# Characterizing AI Model Inference Applications Running in the SGX Environment

Shixiong Jing\*, Qinkun Bao\*, Pei Wang<sup>‡</sup>, Xulong Tang<sup>†</sup>, and Dinghao Wu\*

\*The Pennsylvania State University

<sup>†</sup>University of Pittsburgh

<sup>‡</sup>Independent

Abstract—Intel Software Guard Extensions (SGX) is a set of extensions built into Intel CPUs for the trusted computation. It creates a hardware-assisted secure container, within which programs are protected from data leakage and data manipulations by privileged software and hypervisors. With the trend that more and more machine learning based programs are moving to cloud computing, SGX can be used in cloud-based Machine Learning applications to protect user data from malicious privileged programs.

However, applications running in SGX suffer from several overheads, including frequent context switching, memory page encryption/decryption, and memory page swapping, which significantly degrade the execution efficiency. In this paper, we aim to i) comprehensively explore the execution of general AI applications running on SGX, ii) systematically characterize the data reuses at both page granularity and cacheline granularity, and iii) provide optimization insights for efficient deployment of machine learning based applications on SGX. To the best of our knowledge, our work is the first to study machine learning applications on SGX and explore the potential of data reuses to reduce the runtime overheads in SGX.

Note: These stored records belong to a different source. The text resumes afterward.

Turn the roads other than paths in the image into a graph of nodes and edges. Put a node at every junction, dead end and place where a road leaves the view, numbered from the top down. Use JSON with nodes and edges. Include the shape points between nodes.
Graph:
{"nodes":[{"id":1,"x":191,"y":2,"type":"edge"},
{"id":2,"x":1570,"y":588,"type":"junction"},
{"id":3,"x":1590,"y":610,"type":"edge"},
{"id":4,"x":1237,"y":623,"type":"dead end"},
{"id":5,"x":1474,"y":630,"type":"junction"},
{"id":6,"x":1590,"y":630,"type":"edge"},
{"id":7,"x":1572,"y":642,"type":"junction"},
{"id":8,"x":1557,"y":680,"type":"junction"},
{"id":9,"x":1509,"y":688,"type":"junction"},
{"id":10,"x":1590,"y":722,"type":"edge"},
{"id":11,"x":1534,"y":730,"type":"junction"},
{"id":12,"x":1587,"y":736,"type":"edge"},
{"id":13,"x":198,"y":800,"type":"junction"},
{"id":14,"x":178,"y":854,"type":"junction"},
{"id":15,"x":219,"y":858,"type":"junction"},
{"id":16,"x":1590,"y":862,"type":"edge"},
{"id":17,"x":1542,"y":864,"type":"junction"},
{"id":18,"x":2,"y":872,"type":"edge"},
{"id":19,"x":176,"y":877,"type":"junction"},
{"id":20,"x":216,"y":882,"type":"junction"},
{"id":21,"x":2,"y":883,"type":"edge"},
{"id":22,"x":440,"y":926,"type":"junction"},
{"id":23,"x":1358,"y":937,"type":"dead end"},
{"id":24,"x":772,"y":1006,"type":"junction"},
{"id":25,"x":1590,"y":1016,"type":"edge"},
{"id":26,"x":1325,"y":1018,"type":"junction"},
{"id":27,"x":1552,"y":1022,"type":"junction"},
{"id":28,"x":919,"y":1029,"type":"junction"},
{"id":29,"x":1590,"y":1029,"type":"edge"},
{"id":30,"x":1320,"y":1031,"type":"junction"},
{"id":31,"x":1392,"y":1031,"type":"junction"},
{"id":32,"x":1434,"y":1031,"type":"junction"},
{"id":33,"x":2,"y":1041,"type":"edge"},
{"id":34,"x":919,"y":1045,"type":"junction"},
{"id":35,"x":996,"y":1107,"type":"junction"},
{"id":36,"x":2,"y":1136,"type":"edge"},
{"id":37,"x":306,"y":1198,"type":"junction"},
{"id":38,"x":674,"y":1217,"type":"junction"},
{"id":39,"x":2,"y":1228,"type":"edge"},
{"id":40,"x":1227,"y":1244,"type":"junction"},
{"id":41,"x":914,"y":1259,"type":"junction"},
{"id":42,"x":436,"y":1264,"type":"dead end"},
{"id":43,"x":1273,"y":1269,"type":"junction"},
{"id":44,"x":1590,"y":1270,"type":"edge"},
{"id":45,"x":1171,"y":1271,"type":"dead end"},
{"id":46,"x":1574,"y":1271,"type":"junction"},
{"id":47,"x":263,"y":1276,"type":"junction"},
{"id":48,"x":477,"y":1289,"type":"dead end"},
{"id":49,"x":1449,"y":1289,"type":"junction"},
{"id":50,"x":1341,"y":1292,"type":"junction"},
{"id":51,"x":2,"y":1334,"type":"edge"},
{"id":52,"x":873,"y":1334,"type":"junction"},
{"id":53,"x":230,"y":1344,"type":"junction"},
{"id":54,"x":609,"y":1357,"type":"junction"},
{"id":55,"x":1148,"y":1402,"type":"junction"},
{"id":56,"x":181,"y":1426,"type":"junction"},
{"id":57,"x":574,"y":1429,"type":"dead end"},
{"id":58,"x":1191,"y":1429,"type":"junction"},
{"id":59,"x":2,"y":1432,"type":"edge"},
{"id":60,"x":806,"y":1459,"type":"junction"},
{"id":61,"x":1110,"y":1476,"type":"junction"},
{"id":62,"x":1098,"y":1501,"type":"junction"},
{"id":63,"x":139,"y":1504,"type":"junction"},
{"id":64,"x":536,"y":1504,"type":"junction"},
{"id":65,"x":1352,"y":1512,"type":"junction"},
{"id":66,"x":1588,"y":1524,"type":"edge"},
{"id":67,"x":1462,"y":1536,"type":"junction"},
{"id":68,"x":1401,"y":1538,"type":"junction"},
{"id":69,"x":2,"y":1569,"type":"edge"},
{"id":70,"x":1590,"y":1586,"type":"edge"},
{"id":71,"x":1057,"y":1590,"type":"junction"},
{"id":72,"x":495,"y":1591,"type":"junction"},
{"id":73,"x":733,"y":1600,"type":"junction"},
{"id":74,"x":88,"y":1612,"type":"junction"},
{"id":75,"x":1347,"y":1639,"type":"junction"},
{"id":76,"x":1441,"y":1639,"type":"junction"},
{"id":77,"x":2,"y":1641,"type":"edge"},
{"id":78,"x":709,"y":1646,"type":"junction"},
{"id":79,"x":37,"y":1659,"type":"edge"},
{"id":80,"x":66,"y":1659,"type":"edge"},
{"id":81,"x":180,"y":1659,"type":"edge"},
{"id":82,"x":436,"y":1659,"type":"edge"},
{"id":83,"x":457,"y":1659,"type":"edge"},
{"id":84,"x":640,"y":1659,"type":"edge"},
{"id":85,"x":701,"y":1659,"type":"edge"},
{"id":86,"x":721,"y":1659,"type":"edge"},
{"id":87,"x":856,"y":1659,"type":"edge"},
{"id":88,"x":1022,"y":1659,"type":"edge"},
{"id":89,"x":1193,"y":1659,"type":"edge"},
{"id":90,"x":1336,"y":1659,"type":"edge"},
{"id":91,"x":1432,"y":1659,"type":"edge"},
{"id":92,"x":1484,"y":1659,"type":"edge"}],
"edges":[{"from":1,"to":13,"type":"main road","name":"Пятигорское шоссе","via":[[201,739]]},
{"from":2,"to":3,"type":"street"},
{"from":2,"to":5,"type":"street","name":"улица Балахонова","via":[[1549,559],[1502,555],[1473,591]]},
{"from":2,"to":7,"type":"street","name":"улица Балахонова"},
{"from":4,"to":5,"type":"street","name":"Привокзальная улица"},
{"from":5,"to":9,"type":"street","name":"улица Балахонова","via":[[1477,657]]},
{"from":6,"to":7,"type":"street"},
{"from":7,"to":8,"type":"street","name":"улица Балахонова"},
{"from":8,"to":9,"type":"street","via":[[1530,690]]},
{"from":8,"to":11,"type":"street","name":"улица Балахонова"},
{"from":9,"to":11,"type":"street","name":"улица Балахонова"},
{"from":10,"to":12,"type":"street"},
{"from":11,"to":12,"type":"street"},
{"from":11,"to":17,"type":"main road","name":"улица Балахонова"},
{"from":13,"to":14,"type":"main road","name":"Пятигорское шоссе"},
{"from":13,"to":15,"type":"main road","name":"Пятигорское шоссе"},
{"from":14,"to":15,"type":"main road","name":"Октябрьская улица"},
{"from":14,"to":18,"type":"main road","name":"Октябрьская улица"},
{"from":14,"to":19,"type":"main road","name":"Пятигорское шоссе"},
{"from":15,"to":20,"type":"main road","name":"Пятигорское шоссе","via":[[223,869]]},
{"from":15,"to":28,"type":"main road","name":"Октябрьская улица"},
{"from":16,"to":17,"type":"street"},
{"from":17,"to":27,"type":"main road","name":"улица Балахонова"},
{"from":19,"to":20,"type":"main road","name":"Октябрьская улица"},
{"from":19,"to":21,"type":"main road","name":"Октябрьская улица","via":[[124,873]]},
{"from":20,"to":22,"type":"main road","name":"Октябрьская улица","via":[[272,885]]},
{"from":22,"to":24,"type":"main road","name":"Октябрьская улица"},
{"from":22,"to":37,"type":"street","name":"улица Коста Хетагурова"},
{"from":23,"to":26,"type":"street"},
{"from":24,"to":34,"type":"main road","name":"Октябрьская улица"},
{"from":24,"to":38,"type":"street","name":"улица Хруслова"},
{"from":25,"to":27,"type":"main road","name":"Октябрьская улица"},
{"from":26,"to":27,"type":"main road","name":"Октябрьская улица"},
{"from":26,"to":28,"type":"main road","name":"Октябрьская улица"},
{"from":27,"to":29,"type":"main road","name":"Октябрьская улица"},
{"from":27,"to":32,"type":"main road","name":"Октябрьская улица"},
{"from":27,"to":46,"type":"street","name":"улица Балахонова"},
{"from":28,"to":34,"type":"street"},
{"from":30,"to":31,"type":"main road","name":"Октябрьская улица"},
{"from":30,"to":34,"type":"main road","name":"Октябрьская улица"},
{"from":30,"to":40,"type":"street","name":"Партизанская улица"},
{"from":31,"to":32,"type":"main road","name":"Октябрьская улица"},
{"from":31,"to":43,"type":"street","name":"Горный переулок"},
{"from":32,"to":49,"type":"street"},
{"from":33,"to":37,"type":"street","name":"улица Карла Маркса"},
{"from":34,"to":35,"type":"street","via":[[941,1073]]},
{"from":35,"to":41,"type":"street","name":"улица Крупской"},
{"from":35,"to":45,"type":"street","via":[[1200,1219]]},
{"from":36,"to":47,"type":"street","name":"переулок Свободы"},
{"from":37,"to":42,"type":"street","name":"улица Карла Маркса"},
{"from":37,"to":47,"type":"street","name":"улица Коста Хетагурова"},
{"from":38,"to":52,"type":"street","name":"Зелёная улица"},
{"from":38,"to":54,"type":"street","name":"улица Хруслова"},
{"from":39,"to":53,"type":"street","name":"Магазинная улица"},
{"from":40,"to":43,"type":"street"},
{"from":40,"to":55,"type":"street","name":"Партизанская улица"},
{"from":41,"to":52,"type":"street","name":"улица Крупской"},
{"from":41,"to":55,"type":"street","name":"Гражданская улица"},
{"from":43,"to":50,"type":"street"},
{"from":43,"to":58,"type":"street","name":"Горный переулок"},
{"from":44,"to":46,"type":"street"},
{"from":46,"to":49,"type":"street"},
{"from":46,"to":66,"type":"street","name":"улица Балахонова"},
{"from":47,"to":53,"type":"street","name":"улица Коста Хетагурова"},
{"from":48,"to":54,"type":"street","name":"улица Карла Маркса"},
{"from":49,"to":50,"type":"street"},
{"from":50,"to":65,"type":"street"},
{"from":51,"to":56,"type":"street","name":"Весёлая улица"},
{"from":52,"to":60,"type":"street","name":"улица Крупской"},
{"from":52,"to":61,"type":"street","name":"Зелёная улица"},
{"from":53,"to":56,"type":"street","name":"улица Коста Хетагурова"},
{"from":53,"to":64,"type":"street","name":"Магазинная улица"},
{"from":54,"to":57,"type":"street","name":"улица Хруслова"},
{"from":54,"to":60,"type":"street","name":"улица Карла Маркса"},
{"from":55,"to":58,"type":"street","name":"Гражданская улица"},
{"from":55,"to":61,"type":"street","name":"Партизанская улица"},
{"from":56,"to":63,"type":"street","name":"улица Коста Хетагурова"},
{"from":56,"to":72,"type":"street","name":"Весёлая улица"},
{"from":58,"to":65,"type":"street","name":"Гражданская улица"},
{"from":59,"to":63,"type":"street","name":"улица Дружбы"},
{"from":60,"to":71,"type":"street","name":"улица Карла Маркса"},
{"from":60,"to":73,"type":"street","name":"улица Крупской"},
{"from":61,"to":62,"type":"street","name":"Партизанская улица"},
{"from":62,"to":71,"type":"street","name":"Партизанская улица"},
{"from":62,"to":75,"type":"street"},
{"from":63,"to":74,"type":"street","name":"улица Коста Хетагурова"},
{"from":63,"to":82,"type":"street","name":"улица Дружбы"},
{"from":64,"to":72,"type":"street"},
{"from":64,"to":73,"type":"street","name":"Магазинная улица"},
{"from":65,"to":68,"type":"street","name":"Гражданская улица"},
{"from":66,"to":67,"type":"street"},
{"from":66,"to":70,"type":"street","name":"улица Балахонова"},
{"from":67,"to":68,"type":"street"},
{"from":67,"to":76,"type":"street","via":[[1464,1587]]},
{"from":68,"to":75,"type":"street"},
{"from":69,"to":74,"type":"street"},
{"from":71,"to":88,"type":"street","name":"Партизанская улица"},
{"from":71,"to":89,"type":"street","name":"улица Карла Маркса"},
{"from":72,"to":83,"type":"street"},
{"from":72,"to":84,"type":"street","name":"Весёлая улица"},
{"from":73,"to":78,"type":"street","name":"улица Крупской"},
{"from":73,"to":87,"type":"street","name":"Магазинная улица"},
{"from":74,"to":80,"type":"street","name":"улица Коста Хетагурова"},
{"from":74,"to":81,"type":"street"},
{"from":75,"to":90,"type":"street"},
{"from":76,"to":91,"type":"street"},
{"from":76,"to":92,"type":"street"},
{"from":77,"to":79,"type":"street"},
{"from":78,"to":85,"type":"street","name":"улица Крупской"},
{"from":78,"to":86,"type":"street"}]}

Index Terms—Cloud Security, Intel SGX, Performance Evaluation, Machine Learning

## I. INTRODUCTION

Intel Software Guard Extensions (SGX) is a trusted computing design to solve the secure remote computation problem. SGX provides integrity and confidentiality protection against privileged software (kernel, hypervisor, etc.) by adding additional protection mechanisms in the CPU while maintaining a secure memory region called enclaves. However, the confidentiality and integrity guarantee come at a price. Significant overheads severely degrade some applications' performances. Those overheads include: (i) context switch for OS when EPC misses, (ii) encryption and decryption when pages are moved across EPC and non-EPC, (iii) The updates of integrity tree when EPC hits, etc. According to Meysam's evaluation, the encryption and decryption can lead to a slowdown of more than 20 times than baseline non-secure program on page faults, and context switch will cause a slowdown of about 15 times than non-secure program on page faults [1].

In this research, we aim to explore the performance of various machine learning algorithms inside SGX, analyze the memory access patterns of different machine learning modes, and discuss the possibility to leverage Depp Neural

Networks (DNNs) execution characteristics and alleviate the performance degradation.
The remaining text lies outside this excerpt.